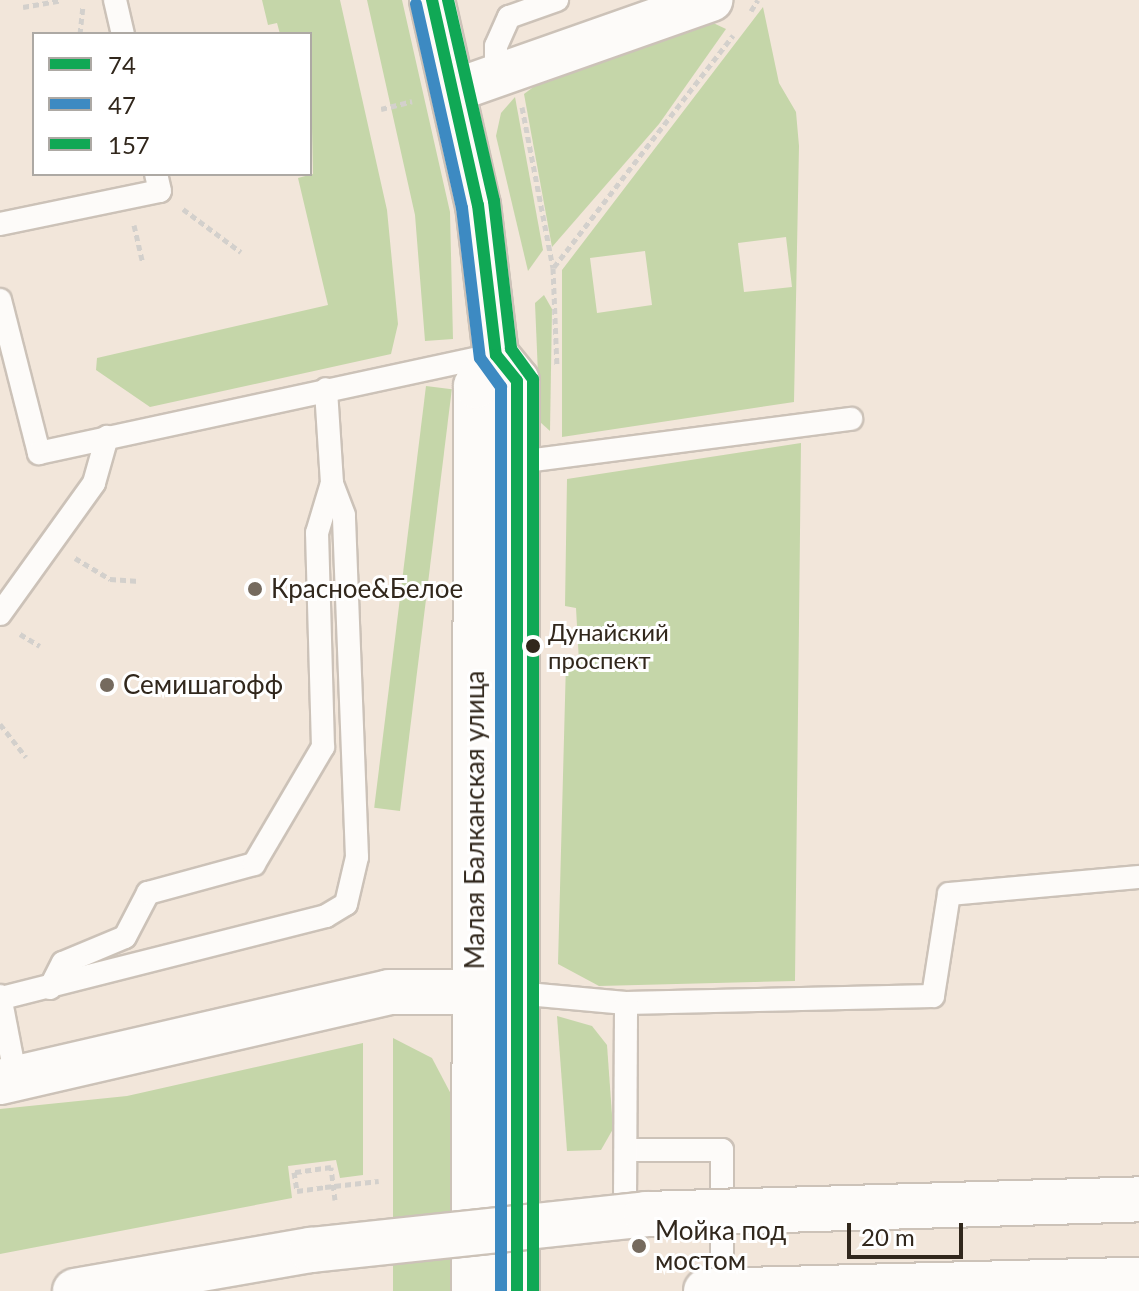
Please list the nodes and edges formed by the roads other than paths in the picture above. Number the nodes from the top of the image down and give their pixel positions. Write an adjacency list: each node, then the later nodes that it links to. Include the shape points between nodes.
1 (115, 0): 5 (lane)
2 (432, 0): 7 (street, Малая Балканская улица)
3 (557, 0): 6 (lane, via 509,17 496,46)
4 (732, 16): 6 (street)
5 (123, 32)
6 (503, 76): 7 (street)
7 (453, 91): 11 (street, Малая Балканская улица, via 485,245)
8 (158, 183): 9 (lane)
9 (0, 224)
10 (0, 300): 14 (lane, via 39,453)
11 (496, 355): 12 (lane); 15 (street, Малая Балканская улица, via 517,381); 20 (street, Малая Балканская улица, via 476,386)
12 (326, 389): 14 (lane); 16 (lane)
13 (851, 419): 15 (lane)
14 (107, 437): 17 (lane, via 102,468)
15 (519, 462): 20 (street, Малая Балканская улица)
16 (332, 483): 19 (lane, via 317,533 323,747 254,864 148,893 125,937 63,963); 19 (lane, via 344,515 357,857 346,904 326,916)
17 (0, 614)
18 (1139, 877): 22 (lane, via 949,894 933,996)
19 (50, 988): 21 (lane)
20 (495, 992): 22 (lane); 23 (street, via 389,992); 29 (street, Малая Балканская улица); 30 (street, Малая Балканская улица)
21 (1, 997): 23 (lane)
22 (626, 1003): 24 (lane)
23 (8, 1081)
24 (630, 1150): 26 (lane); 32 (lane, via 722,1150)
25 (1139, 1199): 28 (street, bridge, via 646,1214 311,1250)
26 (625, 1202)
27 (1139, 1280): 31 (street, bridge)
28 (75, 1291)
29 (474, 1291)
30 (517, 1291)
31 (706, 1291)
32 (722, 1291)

* _What to do_: The output is to be the material in full and unaltered, with pictures omitted.

* _Expected answer_:
Please list the nodes and edges formed by the roads other than paths in the picture above. Number the nodes from the top of the image down and give their pixel positions. Write an adjacency list: each node, then the later nodes that it links to. Include the shape points between nodes.
1 (115, 0): 5 (lane)
2 (432, 0): 7 (street, Малая Балканская улица)
3 (557, 0): 6 (lane, via 509,17 496,46)
4 (732, 16): 6 (street)
5 (123, 32)
6 (503, 76): 7 (street)
7 (453, 91): 11 (street, Малая Балканская улица, via 485,245)
8 (158, 183): 9 (lane)
9 (0, 224)
10 (0, 300): 14 (lane, via 39,453)
11 (496, 355): 12 (lane); 15 (street, Малая Балканская улица, via 517,381); 20 (street, Малая Балканская улица, via 476,386)
12 (326, 389): 14 (lane); 16 (lane)
13 (851, 419): 15 (lane)
14 (107, 437): 17 (lane, via 102,468)
15 (519, 462): 20 (street, Малая Балканская улица)
16 (332, 483): 19 (lane, via 317,533 323,747 254,864 148,893 125,937 63,963); 19 (lane, via 344,515 357,857 346,904 326,916)
17 (0, 614)
18 (1139, 877): 22 (lane, via 949,894 933,996)
19 (50, 988): 21 (lane)
20 (495, 992): 22 (lane); 23 (street, via 389,992); 29 (street, Малая Балканская улица); 30 (street, Малая Балканская улица)
21 (1, 997): 23 (lane)
22 (626, 1003): 24 (lane)
23 (8, 1081)
24 (630, 1150): 26 (lane); 32 (lane, via 722,1150)
25 (1139, 1199): 28 (street, bridge, via 646,1214 311,1250)
26 (625, 1202)
27 (1139, 1280): 31 (street, bridge)
28 (75, 1291)
29 (474, 1291)
30 (517, 1291)
31 (706, 1291)
32 (722, 1291)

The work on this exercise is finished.